¡Qué ‘vaina’ con la inversión en Peravia, mi gente! A julio de 2026, la provincia ha ejecutado apenas el 46.7% de su cartera de inversión pública, que asciende a unos RD$913.2 millones. Asegún los datos que maneja la Dirección General de Presupuesto (Digepres), esto significa que de la chercha de recursos aprobados, casi la mitad se ha quedado en el aire. Es como cuando uno planea un coro bacano, pero la mitad de los invitados no aparece, dejando el desarrollo provincial a medio gas.
De los 60 proyectos de inversión pública que integran esta cartera, la cosa se pone más tensa aún. Solo 24, o sea, un 40% del total, han registrado algún tipo de ejecución financiera, mientras que los restantes 36 proyectos, un preocupante 60%, siguen con un ‘devengado de RD$0’. Esto es un indicativo claro de que una gran parte de las obras programadas para Peravia no han arrancado o están completamente paralizadas, lo cual es una señal de alarma para el desarrollo provincial y la generación de empleo que tanto se necesita.
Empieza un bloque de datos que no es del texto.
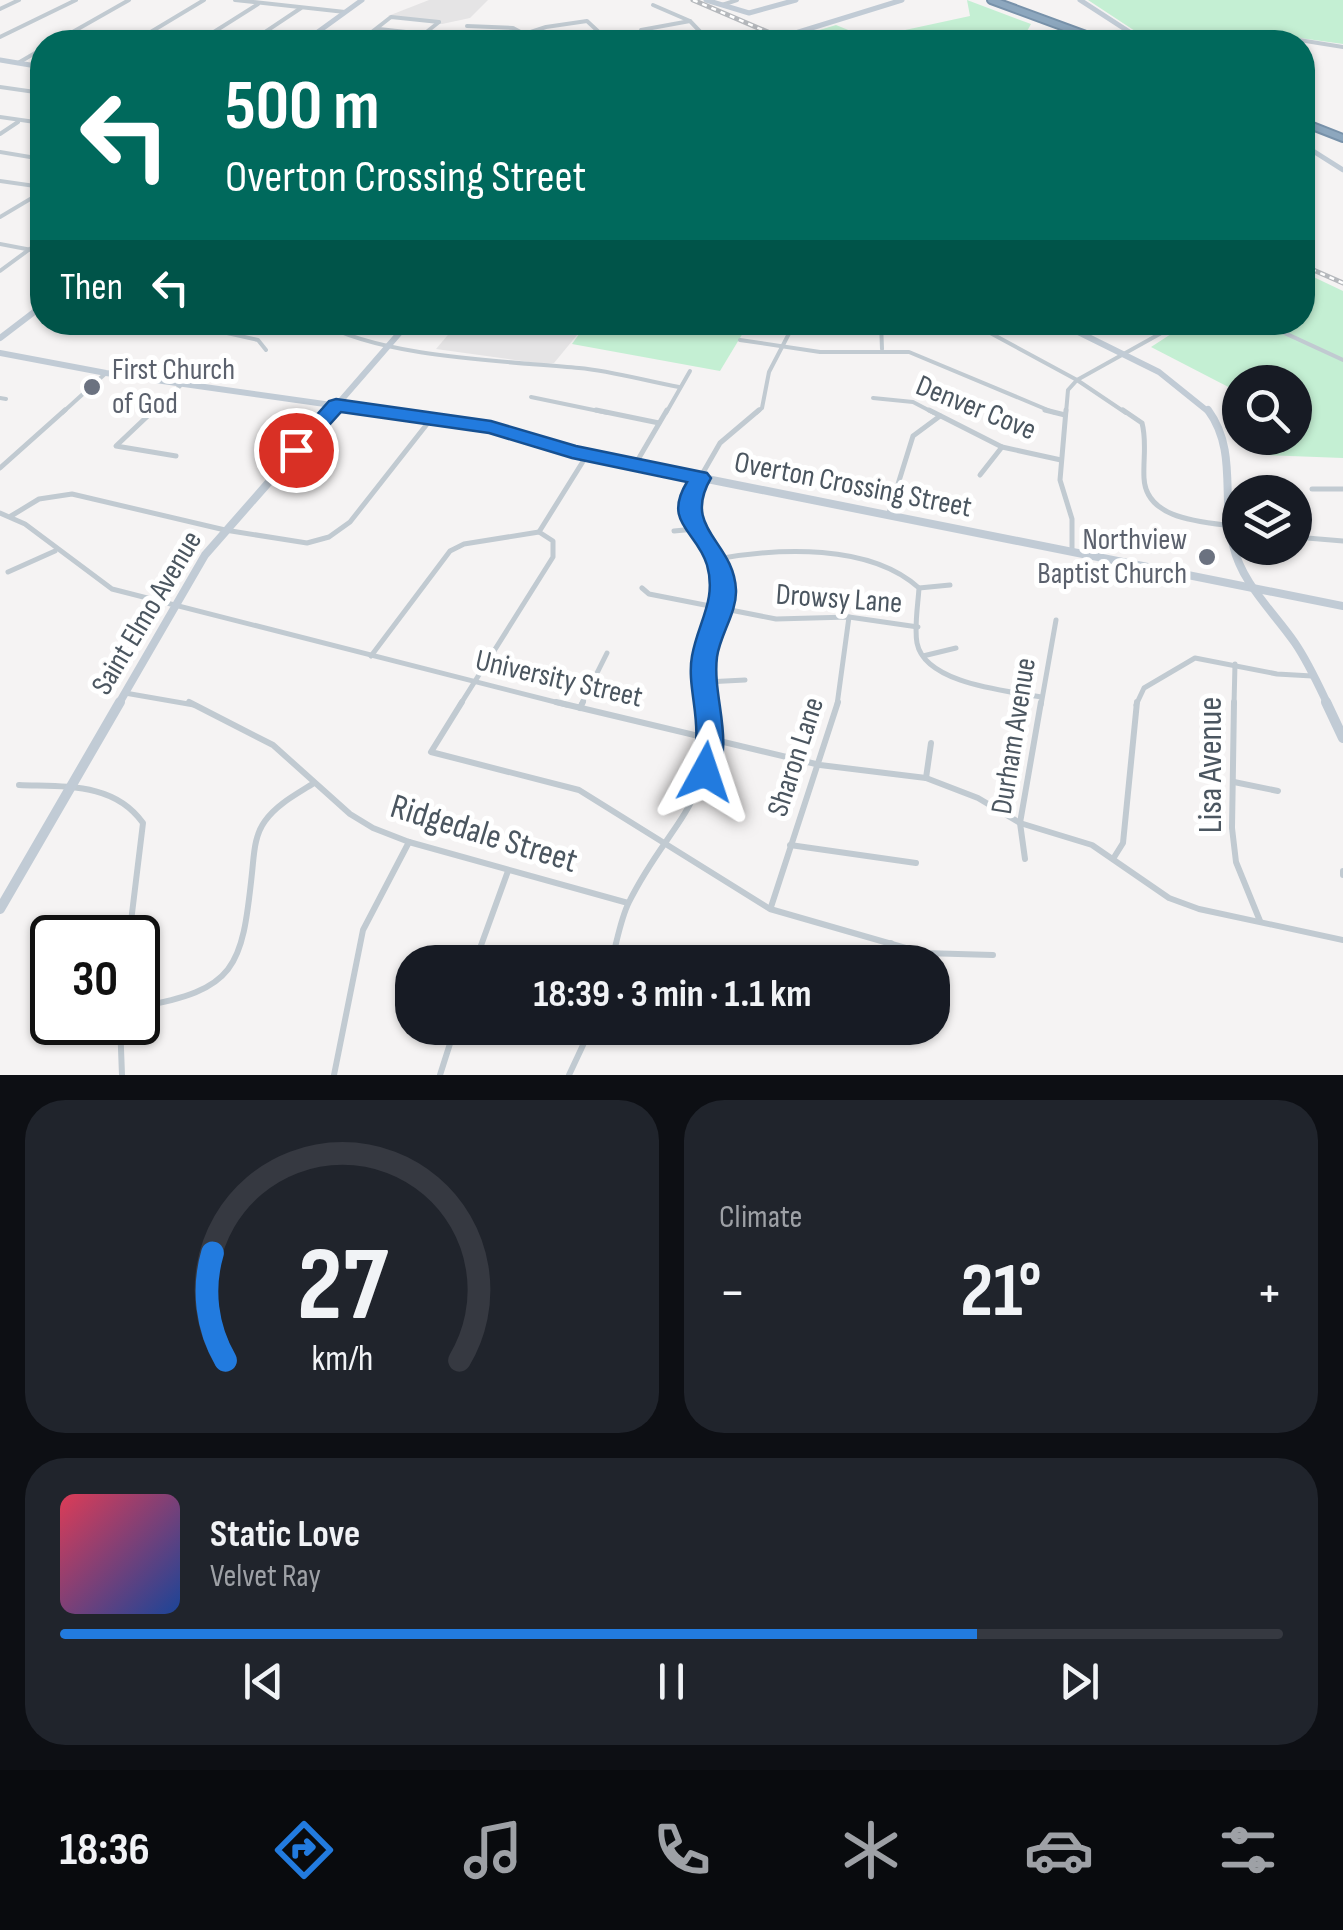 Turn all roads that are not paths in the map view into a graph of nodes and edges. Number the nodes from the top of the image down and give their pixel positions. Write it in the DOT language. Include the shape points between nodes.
graph roads {
  1 [pos="19,0"];
  2 [pos="76,0"];
  3 [pos="129,0"];
  4 [pos="204,0"];
  5 [pos="235,0"];
  6 [pos="362,0"];
  7 [pos="706,0"];
  8 [pos="737,0"];
  9 [pos="796,0"];
  10 [pos="902,0"];
  11 [pos="981,0"];
  12 [pos="991,0"];
  13 [pos="1080,0"];
  14 [pos="260,2"];
  15 [pos="653,5"];
  16 [pos="722,5"];
  17 [pos="303,6"];
  18 [pos="0,9"];
  19 [pos="346,12"];
  20 [pos="690,22"];
  21 [pos="1043,22"];
  22 [pos="467,26"];
  23 [pos="376,29"];
  24 [pos="76,30"];
  25 [pos="154,30"];
  26 [pos="217,30"];
  27 [pos="268,30"];
  28 [pos="321,30"];
  29 [pos="386,30"];
  30 [pos="429,30"];
  31 [pos="519,30"];
  32 [pos="541,30"];
  33 [pos="596,30"];
  34 [pos="641,30"];
  35 [pos="697,30"];
  36 [pos="806,30"];
  37 [pos="1065,30"];
  38 [pos="1125,30"];
  39 [pos="0,37"];
  40 [pos="1315,43"];
  41 [pos="1343,47"];
  42 [pos="30,57"];
  43 [pos="0,60"];
  44 [pos="18,64"];
  45 [pos="30,66"];
  46 [pos="0,86"];
  47 [pos="30,91"];
  48 [pos="0,117"];
  49 [pos="20,120"];
  50 [pos="30,121"];
  51 [pos="1315,124"];
  52 [pos="0,134"];
  53 [pos="1343,135"];
  54 [pos="0,152"];
  55 [pos="1315,152"];
  56 [pos="30,157"];
  57 [pos="1343,170"];
  58 [pos="0,181"];
  59 [pos="30,187"];
  60 [pos="30,198"];
  61 [pos="0,217"];
  62 [pos="0,244"];
  63 [pos="30,250"];
  64 [pos="0,272"];
  65 [pos="30,315"];
  66 [pos="237,335"];
  67 [pos="342,335"];
  68 [pos="398,335"];
  69 [pos="789,335"];
  70 [pos="881,335"];
  71 [pos="994,335"];
  72 [pos="1083,335"];
  73 [pos="1158,335"];
  74 [pos="1288,335"];
  75 [pos="0,338"];
  76 [pos="740,340"];
  77 [pos="390,344"];
  78 [pos="783,347"];
  79 [pos="882,349"];
  80 [pos="266,350"];
  81 [pos="0,353"];
  82 [pos="1123,356"];
  83 [pos="1343,360"];
  84 [pos="690,371"];
  85 [pos="106,373"];
  86 [pos="1077,380"];
  87 [pos="182,384"];
  88 [pos="680,388"];
  89 [pos="531,397"];
  90 [pos="874,398"];
  91 [pos="336,405"];
  92 [pos="940,416"];
  93 [pos="1065,416"];
  94 [pos="432,418"];
  95 [pos="659,423"];
  96 [pos="1002,447"];
  97 [pos="587,455"];
  98 [pos="176,456"];
  99 [pos="1061,460"];
  100 [pos="635,464"];
  101 [pos="0,468"];
  102 [pos="980,475"];
  103 [pos="1230,475"];
  104 [pos="700,478"];
  105 [pos="1312,489"];
  106 [pos="1343,489"];
  107 [pos="0,513"];
  108 [pos="889,513"];
  109 [pos="11,516"];
  110 [pos="1222,523"];
  111 [pos="695,529"];
  112 [pos="225,530"];
  113 [pos="540,532"];
  114 [pos="674,532"];
  115 [pos="1312,538"];
  116 [pos="1343,540"];
  117 [pos="57,550"];
  118 [pos="1072,552"];
  119 [pos="717,559"];
  120 [pos="1239,565"];
  121 [pos="8,572"];
  122 [pos="950,585"];
  123 [pos="642,588"];
  124 [pos="919,588"];
  125 [pos="1257,589"];
  126 [pos="1343,606"];
  127 [pos="172,607"];
  128 [pos="721,611"];
  129 [pos="849,617"];
  130 [pos="1056,620"];
  131 [pos="918,627"];
  132 [pos="956,648"];
  133 [pos="607,653"];
  134 [pos="371,656"];
  135 [pos="923,656"];
  136 [pos="1235,664"];
  137 [pos="1312,676"];
  138 [pos="745,680"];
  139 [pos="706,682"];
  140 [pos="474,683"];
  141 [pos="124,693"];
  142 [pos="1041,697"];
  143 [pos="580,708"];
  144 [pos="710,737"];
  145 [pos="1343,738"];
  146 [pos="931,743"];
  147 [pos="820,766"];
  148 [pos="926,778"];
  149 [pos="1234,782"];
  150 [pos="314,783"];
  151 [pos="19,785"];
  152 [pos="66,789"];
  153 [pos="1278,791"];
  154 [pos="1020,823"];
  155 [pos="410,842"];
  156 [pos="666,844"];
  157 [pos="790,845"];
  158 [pos="1026,859"];
  159 [pos="1113,859"];
  160 [pos="916,863"];
  161 [pos="508,871"];
  162 [pos="628,903"];
  163 [pos="0,909"];
  164 [pos="770,909"];
  165 [pos="133,915"];
  166 [pos="1260,921"];
  167 [pos="1343,940"];
  168 [pos="890,943"];
  169 [pos="480,945"];
  170 [pos="616,945"];
  171 [pos="993,954"];
  172 [pos="160,1005"];
  173 [pos="121,1045"];
  174 [pos="450,1045"];
  175 [pos="583,1045"];
  176 [pos="122,1075"];
  177 [pos="334,1075"];
  178 [pos="440,1075"];
  179 [pos="569,1075"];
  1 -- 18 [label="street"];
  2 -- 39 [label="street"];
  3 -- 24 [label="street"];
  4 -- 25 [label="street"];
  5 -- 14 [label="street"];
  6 -- 19 [label="street"];
  7 -- 16 [label="street"];
  8 -- 16 [label="street"];
  9 -- 16 [label="street" via="749,13"];
  10 -- 36 [label="street, bridge"];
  11 -- 21 [label="highway"];
  12 -- 21 [label="highway"];
  13 -- 38 [label="street"];
  14 -- 17 [label="street"];
  14 -- 26 [label="street"];
  15 -- 20 [label="street"];
  17 -- 19 [label="street"];
  17 -- 27 [label="street"];
  19 -- 28 [label="street"];
  20 -- 34 [label="street"];
  20 -- 35 [label="street"];
  21 -- 37 [label="highway"];
  22 -- 31 [label="street"];
  23 -- 29 [label="street"];
  23 -- 30 [label="street" via="391,18 439,22"];
  32 -- 33 [label="street" via="586,21"];
  40 -- 41 [label="street"];
  42 -- 44 [label="street"];
  43 -- 44 [label="street"];
  44 -- 45 [label="street"];
  46 -- 47 [label="street"];
  48 -- 49 [label="street"];
  49 -- 50 [label="street"];
  49 -- 52 [label="street"];
  51 -- 53 [label="highway"];
  54 -- 56 [label="street"];
  55 -- 57 [label="street"];
  58 -- 59 [label="street"];
  60 -- 61 [label="street"];
  62 -- 63 [label="street"];
  63 -- 64 [label="street"];
  65 -- 75 [label="street"];
  66 -- 80 [label="street" via="258,340"];
  67 -- 77 [label="street"];
  68 -- 77 [label="street, Saint Elmo Avenue"];
  69 -- 78 [label="street"];
  70 -- 79 [label="street"];
  71 -- 86 [label="street"];
  72 -- 82 [label="street"];
  73 -- 82 [label="street"];
  74 -- 83 [label="street"];
  76 -- 78 [label="street"];
  77 -- 88 [label="street"];
  77 -- 91 [label="street, Saint Elmo Avenue"];
  78 -- 79 [label="street"];
  78 -- 104 [label="street" via="769,372 762,408 720,443"];
  79 -- 93 [label="street" via="939,360 1035,410"];
  81 -- 85 [label="street, Overton Crossing Street"];
  82 -- 86 [label="street"];
  82 -- 103 [label="street" via="1204,402 1226,436"];
  84 -- 88 [label="street"];
  85 -- 87 [label="street, Overton Crossing Street"];
  85 -- 101 [label="street"];
  86 -- 93 [label="street" via="1068,390"];
  86 -- 110 [label="street" via="1142,423 1145,489 1152,503"];
  87 -- 91 [label="street, Overton Crossing Street"];
  87 -- 98 [label="street" via="116,446"];
  88 -- 95 [label="street"];
  89 -- 95 [label="street"];
  90 -- 92 [label="street, Denver Cove" via="912,402"];
  91 -- 94 [label="street, Overton Crossing Street"];
  91 -- 112 [label="street, Saint Elmo Avenue"];
  92 -- 96 [label="street, Denver Cove"];
  92 -- 108 [label="street" via="913,436"];
  93 -- 99 [label="street"];
  94 -- 97 [label="street, Overton Crossing Street" via="502,429"];
  94 -- 112 [label="street" via="350,522 329,537 290,543"];
  95 -- 100 [label="street"];
  96 -- 99 [label="street, Denver Cove"];
  96 -- 102 [label="street"];
  97 -- 100 [label="street, Overton Crossing Street"];
  97 -- 113 [label="street"];
  99 -- 118 [label="street"];
  100 -- 104 [label="street, Overton Crossing Street"];
  104 -- 108 [label="street, Overton Crossing Street"];
  104 -- 111 [label="street" via="689,496"];
  105 -- 106 [label="street"];
  107 -- 109 [label="street, University Street"];
  108 -- 118 [label="street, Overton Crossing Street"];
  109 -- 112 [label="street" via="39,499 72,494"];
  109 -- 117 [label="street, University Street"];
  111 -- 114 [label="street"];
  111 -- 119 [label="street"];
  112 -- 127 [label="street, Saint Elmo Avenue"];
  113 -- 134 [label="street" via="450,550"];
  113 -- 140 [label="street" via="552,542 553,557"];
  115 -- 116 [label="street"];
  117 -- 121 [label="street"];
  117 -- 127 [label="street, University Street" via="112,590"];
  118 -- 125 [label="street, Overton Crossing Street"];
  119 -- 124 [label="street" via="795,550 894,570"];
  119 -- 128 [label="street"];
  120 -- 125 [label="street"];
  122 -- 124 [label="street"];
  123 -- 128 [label="street, Drowsy Lane"];
  124 -- 131 [label="street"];
  125 -- 126 [label="street, Overton Crossing Street"];
  125 -- 137 [label="street"];
  127 -- 134 [label="street, University Street"];
  127 -- 141 [label="street, Saint Elmo Avenue"];
  128 -- 129 [label="street, Drowsy Lane" via="776,619"];
  128 -- 139 [label="street" via="704,658"];
  129 -- 131 [label="street, Drowsy Lane"];
  129 -- 147 [label="street, Sharon Lane" via="840,696"];
  130 -- 142 [label="street, Durham Avenue"];
  131 -- 135 [label="street"];
  132 -- 135 [label="street"];
  133 -- 143 [label="street"];
  134 -- 140 [label="street, University Street"];
  135 -- 142 [label="street" via="960,680"];
  136 -- 137 [label="street"];
  136 -- 149 [label="street, Lisa Avenue"];
  136 -- 159 [label="street" via="1195,658 1144,688 1134,710 1123,843"];
  137 -- 145 [label="street"];
  138 -- 139 [label="street"];
  139 -- 144 [label="street"];
  140 -- 143 [label="street, University Street"];
  140 -- 156 [label="street" via="431,752 579,790"];
  141 -- 150 [label="street, Ridgedale Street" via="188,702 273,744"];
  141 -- 152 [label="street, Saint Elmo Avenue"];
  142 -- 154 [label="street, Durham Avenue"];
  143 -- 144 [label="street, University Street"];
  144 -- 147 [label="street, University Street"];
  144 -- 156 [label="street" via="693,804"];
  146 -- 148 [label="street"];
  147 -- 148 [label="street, University Street"];
  147 -- 157 [label="street, Sharon Lane"];
  148 -- 154 [label="street, University Street"];
  149 -- 153 [label="street"];
  149 -- 166 [label="street, Lisa Avenue" via="1236,862"];
  150 -- 155 [label="street, Ridgedale Street" via="350,814"];
  150 -- 172 [label="street" via="266,819 256,839 245,947 232,969 208,990"];
  151 -- 152 [label="street"];
  152 -- 163 [label="street, Saint Elmo Avenue"];
  152 -- 165 [label="street" via="123,798 144,823"];
  154 -- 158 [label="street, Durham Avenue"];
  154 -- 159 [label="street, University Street"];
  155 -- 161 [label="street, Ridgedale Street"];
  155 -- 177 [label="street" via="362,930"];
  156 -- 162 [label="street"];
  156 -- 164 [label="street"];
  157 -- 160 [label="street"];
  157 -- 164 [label="street, Sharon Lane"];
  159 -- 166 [label="street, University Street" via="1169,898"];
  161 -- 162 [label="street, Ridgedale Street"];
  161 -- 169 [label="street"];
  162 -- 170 [label="street"];
  164 -- 168 [label="street"];
  166 -- 167 [label="street, University Street"];
  168 -- 171 [label="street" via="924,952"];
  173 -- 176 [label="street"];
  174 -- 178 [label="street"];
  175 -- 179 [label="street"];
}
Entre las obras que más se llevan del pastel, la construcción de la avenida de circunvalación de Baní es la estrella, con una asignación de RD$264 millones, casi un 29% de toda la inversión provincial. Sin embargo, y esto es lo que le pone el punto a la ‘vaina’, al 17 de julio de 2026, esta mega obra no registraba ni un chele de ejecución financiera. ¡Imagínense! Una obra de esa magnitud, clave para desahogar el tránsito y dinamizar el comercio de Baní, está ahí en los papeles, pero en la calle, no se ha movido ni un block, una verdadera lástima para el progreso local.
Pero no todo es color de hormiga; hay algunas luces en el camino. La reconstrucción de la infraestructura vial urbana del municipio de Baní, por ejemplo, es un caso de éxito, pues sus RD$210 millones fueron ejecutados en su totalidad, comiéndose el 49.2% de los recursos devengados. La reconstrucción vial de Matanzas también iba bien con RD$48 millones ejecutados de un presupuesto de RD$60.1 millones, un 79.9%. Esas son las obras que la gente ve y siente el impacto de una vez, mejorando la calidad de vida y el tránsito de la comunidad.
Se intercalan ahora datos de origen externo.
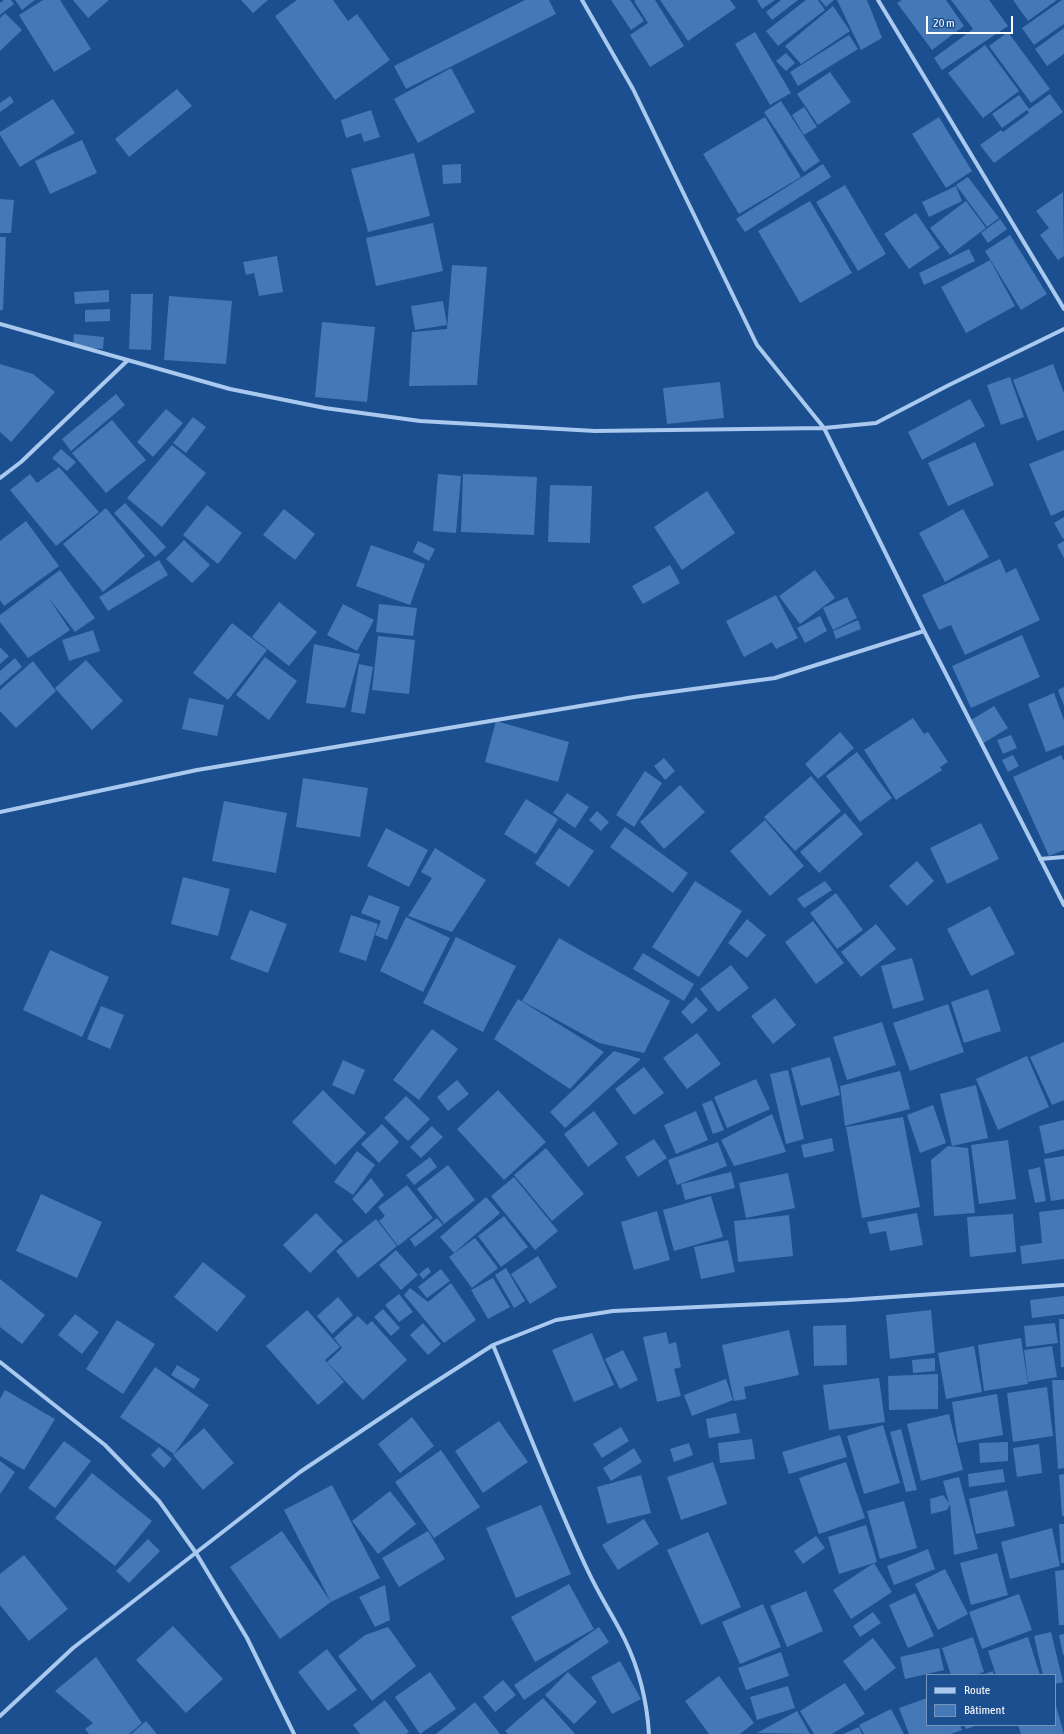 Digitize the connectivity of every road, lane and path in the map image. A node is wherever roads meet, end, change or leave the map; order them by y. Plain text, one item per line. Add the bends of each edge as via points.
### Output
1 (582, 0) edge
2 (878, 0) edge
3 (1064, 309) edge
4 (0, 324) edge
5 (1064, 329) edge
6 (128, 360) junction
7 (824, 428) junction
8 (0, 478) edge
9 (924, 631) junction
10 (0, 812) edge
11 (1064, 857) edge
12 (1040, 859) junction
13 (1064, 904) edge
14 (1064, 1285) edge
15 (494, 1345) junction
16 (0, 1362) edge
17 (196, 1553) junction
18 (0, 1716) edge
19 (294, 1734) edge
20 (649, 1734) edge

1 - 7 street via 633,88 756,345
2 - 3 street
4 - 6 street
5 - 7 street via 876,423
6 - 7 street via 230,389 325,408 420,421 595,431
6 - 8 street
7 - 9 street
9 - 10 street via 776,678 634,697 213,767
9 - 12 street
11 - 12 street
12 - 13 street
14 - 15 street via 840,1301 613,1311 556,1320
15 - 17 street via 300,1472
15 - 20 street via 588,1572 626,1641 639,1678 648,1715
16 - 17 street via 105,1445 159,1501
17 - 18 street via 73,1648
17 - 19 street via 247,1638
En el ámbito deportivo, la cosa está más chula, con algunos proyectos que hasta superaron la asignación inicial, según el reporte. El campo de béisbol Nelson Mateo, en Pizarrete, es un ejemplo, con RD$28.9 millones devengados sobre los RD$24.4 millones asignados. Similarmente, el estadio Fello Soto de Sabana Buey ejecutó RD$26.4 millones, superando los RD$23.9 millones iniciales. Esto nos dice que, aunque la inversión general anda floja, en estos casos los bateadores le dieron al jonrón, impulsando el talento local y el sano esparcimiento.
Esta baja ejecución de la inversión pública es un reflejo de los desafíos que enfrenta Peravia para transformar los planes en realidades concretas. Cada proyecto no ejecutado representa una oportunidad perdida para el desarrollo local, para generar empleo y para mejorar la infraestructura que tanto necesita la gente del patio. Es fundamental que las autoridades le metan mano a esto para que el dinero del pueblo se vea reflejado en obras que beneficien a todos los munícipes. La transparencia y la eficiencia son esenciales para que Peravia alcance su potencial y la ciudadanía vea los frutos de la inversión.